The Book of Water
Page 23
Meanwhile, the girl is saying, “There, there,” and other meaningless stuff made even more meaningless by the fact that she’s saying it in German, like she’s forgotten that Lealé’s not a subscriber to the dragon comnet. But the apparition is translating softly in its little-kid voice, and to N’Doch’s surprise, all this fuss seems to be having some results. At least Lealé has stopped her wailing.
“There, there,” parrots the apparition, its small hands soothing Lealé’s knee. “It’s all right.”
Lealé takes a breath, a long shuddering one, then lets it out in an even longer sigh. “No, you don’t know . . . it’s not all right! I should never have told him about Djawara and our pact. I never expected it to come to anything, you see, but now . . .”
“Tell us, Mother Lealé,” urges the apparition while the girl murmurs and pats. “Tell us about your dreams.”
“I can’t!” She hunches up, whispering suddenly. “Not here! He might hear me!”
“Seems like you got overhearing problems wherever you go,” N’Doch comments sourly.
“Mother Lealé,” whispers the apparition, “surely if he can call you into this room, he can hear you wherever you are.”
“Yeah,” N’Doch agrees. “So it doesn’t really matter, does it, and that’s supposing he’s listening at all.”
Lealé eases herself back onto her heels. She looks a bit cornered but maybe a little comforted and, N’Doch could already tell, always willing to accept an excuse to talk about herself.

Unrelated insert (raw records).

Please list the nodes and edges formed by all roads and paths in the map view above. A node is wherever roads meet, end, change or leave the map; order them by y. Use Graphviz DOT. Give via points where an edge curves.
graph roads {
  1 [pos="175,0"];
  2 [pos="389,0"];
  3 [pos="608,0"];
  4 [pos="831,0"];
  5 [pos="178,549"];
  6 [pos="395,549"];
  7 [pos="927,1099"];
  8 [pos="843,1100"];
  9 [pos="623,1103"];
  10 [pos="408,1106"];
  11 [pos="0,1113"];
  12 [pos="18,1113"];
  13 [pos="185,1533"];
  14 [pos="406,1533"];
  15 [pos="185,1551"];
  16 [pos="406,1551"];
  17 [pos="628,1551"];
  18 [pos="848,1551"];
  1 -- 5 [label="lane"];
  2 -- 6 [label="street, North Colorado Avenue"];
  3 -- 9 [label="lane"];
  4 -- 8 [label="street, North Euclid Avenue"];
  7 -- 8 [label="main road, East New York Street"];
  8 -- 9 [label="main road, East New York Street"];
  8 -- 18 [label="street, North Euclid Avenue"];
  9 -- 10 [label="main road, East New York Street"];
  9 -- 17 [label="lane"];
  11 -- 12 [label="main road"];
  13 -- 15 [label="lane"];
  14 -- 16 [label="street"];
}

“Well, okay, but I refuse to say anything bad about him.” She palms tears from her cheeks. N’Doch can see her preparing for a long recital. “Before, you see, my dreams were entirely random. I’d have one every now and then and there’d be someone in it I knew, so I’d go tell them about it and interpret it for them. And I was often helpful to them about some problem they were having, which made me feel good, like I wasn’t going through all this weirdness for nothing. Then word got around, though, and people I didn’t know came by looking for readings, and sometimes these people would offer me money, and we were poor, so I’d take it.”
She shifts a little, her eyes wandering to the walls. N’Doch notices she’s placed herself with her back to the door and the still green grove outside. “But then I felt they shouldn’t go home empty-handed, so I looked them over as hard as I knew how, and made stuff up best as I could, to satisfy them. Yes!” She slaps her knees lightly with both palms and stares her challenge all around. “I’ve said it! I used to take money for fakery. But, children, if you understand the world at all at your tender age, you know that all people really want is an exciting performance and close personal attention to their mundane little problems. One way or another, I always gave them their money’s worth! But then . . .”
Lealé takes another deep breath, steadier this time, and flicks a glance at the girl. “But then one night, about two months ago just like you said, I had this new kind of dream. It was a very specific dream, full of very precise information about some guy I’d never seen before in my life, like watching a vid-doc on the tube or something. I thought it was odd at the time but I didn’t worry myself too much about it until later that day, the guy himself—the exact same guy, no doubt of it, I could tell you what he looked like even now—he knocks on my gate over on Water Street asking for a Reading.
“Well, needless to say, I gave that guy the Reading of his natural life, and he went out of my house and made a whole lot of money in some business deal, the crucial detail of which had been revealed in my dream! When I heard that, it gave me a chill. Then I had second dream like that, and again the stranger I dreamed about showed up right after, and it kept on happening. Then word really got around fast, and . . .” She stops, breathless, then looks around at each of them as if for sympathy, and shrugs.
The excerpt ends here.